This was talked up in John Corbett's "Vinyl Freak" column in the July downbeat. Maybe this is the start of a trend! :)

Here's the column:

Soul Sisters (Impulse!, 1963)

More than 60 years separate the first jazz recording in 1917 and the introduction of the CD in the early '80s. In this column, DB's Vinyl Freak, John Corbett, unearths some of the musical gems made during this time that have yet to be reissued on CD.

Ah, the silt of history covers all sorts of things. Many great forgotten records are forgotten because they were pressed up in small batches on tiny labels and hardly anybody ever had a chance to hear them in the first place. But being on a bigger label by no means assures great ones of being remembered--it's easy for special little recordings to get lost, passed over repeatedly in the megacorp milk-the-cash-cow mentality. Some of the niftiest music in the world still languishes in the jazz industry's main vaults.

Hard to believe, with its super heavy cover, that anyone could ever overlook Soul Sisters, but alas, every time I see a new batch of Impulse! CD reissues, I'm disappointed not to find this wonderful funky diamond among them. Recorded by Rudy van Gelder in `63, after the group had apparently been working for some time at a club in New York called Branker's, it's a minor masterpiece of soul-jazz. Not to mention the gravity-defying architectural wonder that is Pola Roberts' beehive!

Leader Gloria Coleman was a stellar B-3 player--there were not many women organists at that time, Shirley Scott and Trudy Pitts excepted--and she penned five of the six tunes on the LP, all of them blues-based swingers. On "Hey Sonny Redd" she tweaks the requisite one-note organ routine, adding little details to the drone; and throughout the record her driving pedal work means you have to force yourself to remember there's no bassist. Coleman's featured partner Roberts is a very hip drummer, understated but totally full of pep. She doesn't bowl things over like Joe Dukes, but she percolates underneath, stirring the soul with an easy ride, subtle snare bursts exploding like kernels in a Jiffy Pop popper.

Soul guitar kingpin Grant Green and saxophonist Leo Wright (thankfully fluteless on this date) round out the foursome. "Melba's Minor," dedicated to Melba Liston, has a saxophone-less A-section in which, as liner notician Stanley Dance put it, "... one can imagine Grant Green out on the steppes with his balalaika." That stretches the bounds of poetic license, methinks, but perhaps ... it is a strangely Russian, soundtrack-like theme, in any case. Coleman takes a great solo, with nice dissonances and some more single-note shenanigans.
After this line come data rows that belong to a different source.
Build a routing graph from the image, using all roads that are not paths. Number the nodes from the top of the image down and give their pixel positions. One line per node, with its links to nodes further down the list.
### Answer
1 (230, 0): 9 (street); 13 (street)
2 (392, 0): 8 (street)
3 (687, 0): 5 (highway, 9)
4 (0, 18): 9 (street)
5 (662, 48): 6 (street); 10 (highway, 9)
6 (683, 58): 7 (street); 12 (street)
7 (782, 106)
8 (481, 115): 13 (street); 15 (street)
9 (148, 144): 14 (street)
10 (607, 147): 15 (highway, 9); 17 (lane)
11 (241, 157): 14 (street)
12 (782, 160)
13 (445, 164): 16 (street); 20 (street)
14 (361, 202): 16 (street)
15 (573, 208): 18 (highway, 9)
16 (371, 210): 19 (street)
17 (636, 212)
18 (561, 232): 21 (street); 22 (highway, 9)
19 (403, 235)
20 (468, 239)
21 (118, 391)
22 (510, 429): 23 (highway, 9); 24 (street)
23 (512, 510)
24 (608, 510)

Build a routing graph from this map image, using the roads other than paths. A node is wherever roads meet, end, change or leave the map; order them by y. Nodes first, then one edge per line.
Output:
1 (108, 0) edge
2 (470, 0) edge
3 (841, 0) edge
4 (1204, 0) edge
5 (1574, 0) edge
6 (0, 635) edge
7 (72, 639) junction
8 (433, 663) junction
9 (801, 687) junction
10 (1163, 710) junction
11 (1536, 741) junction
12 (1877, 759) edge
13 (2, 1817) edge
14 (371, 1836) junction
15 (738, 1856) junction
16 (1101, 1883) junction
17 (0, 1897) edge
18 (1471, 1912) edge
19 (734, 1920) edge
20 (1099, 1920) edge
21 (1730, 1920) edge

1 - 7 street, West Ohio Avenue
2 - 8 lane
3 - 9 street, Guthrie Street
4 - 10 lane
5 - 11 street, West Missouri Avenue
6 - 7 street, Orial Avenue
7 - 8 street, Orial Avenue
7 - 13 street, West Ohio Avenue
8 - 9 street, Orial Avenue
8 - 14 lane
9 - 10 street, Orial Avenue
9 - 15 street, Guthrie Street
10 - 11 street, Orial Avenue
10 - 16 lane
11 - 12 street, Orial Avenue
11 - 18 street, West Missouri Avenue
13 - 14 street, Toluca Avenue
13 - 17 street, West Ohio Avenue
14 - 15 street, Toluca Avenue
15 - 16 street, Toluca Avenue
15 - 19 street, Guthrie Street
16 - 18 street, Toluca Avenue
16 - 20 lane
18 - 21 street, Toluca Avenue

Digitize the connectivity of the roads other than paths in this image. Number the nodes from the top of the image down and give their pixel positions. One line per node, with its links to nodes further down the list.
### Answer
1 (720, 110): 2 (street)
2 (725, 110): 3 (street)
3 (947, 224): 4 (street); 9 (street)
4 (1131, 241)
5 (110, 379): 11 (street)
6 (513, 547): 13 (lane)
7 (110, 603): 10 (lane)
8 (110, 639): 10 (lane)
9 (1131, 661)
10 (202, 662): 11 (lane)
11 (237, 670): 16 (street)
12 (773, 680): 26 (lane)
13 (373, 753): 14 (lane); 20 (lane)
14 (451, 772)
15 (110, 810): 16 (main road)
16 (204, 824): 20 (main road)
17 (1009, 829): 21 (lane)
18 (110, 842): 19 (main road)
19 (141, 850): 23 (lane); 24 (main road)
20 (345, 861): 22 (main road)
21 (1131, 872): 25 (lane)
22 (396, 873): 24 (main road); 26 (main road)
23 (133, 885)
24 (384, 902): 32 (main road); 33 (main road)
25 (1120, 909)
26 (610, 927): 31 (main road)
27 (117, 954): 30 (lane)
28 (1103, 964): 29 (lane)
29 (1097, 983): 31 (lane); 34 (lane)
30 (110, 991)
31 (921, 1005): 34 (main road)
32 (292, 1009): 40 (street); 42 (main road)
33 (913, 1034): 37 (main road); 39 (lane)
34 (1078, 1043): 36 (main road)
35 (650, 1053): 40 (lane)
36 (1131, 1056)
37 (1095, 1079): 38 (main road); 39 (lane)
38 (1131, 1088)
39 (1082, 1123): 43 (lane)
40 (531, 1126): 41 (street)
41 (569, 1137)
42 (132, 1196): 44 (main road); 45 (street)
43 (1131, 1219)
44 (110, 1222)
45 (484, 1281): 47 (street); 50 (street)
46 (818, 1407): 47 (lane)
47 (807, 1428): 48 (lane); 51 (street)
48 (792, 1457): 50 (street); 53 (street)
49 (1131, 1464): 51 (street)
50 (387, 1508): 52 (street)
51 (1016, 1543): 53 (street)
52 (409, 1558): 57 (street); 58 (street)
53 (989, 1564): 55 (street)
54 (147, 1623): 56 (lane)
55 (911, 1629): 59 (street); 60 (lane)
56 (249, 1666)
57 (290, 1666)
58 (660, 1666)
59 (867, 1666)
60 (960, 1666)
Written for then recently deceased saxist Ike Quebec, "Que Baby" is a very groovy up-tempo groove, a nice way to kick the LP off, while "Funky Bob" is a slow grind blues concocted by Green for producer Bob Thiele, with a chewy alto solo and ultra laid-back guitar. Compositionally, "My Ladie's Waltz" (dedicated to Coleman's daughter with husband, saxophonist George Coleman) is the record's apex, a really funky tune in 3/4.

Pssst ... hey GRP! Soul jazz is back, baby. This polite tap on the shoulder should remind the folks who control the Impulse! archives of their li'l treasure, and maybe Soul Sisters can find the ready audience for which it's been waiting for the last 38 years.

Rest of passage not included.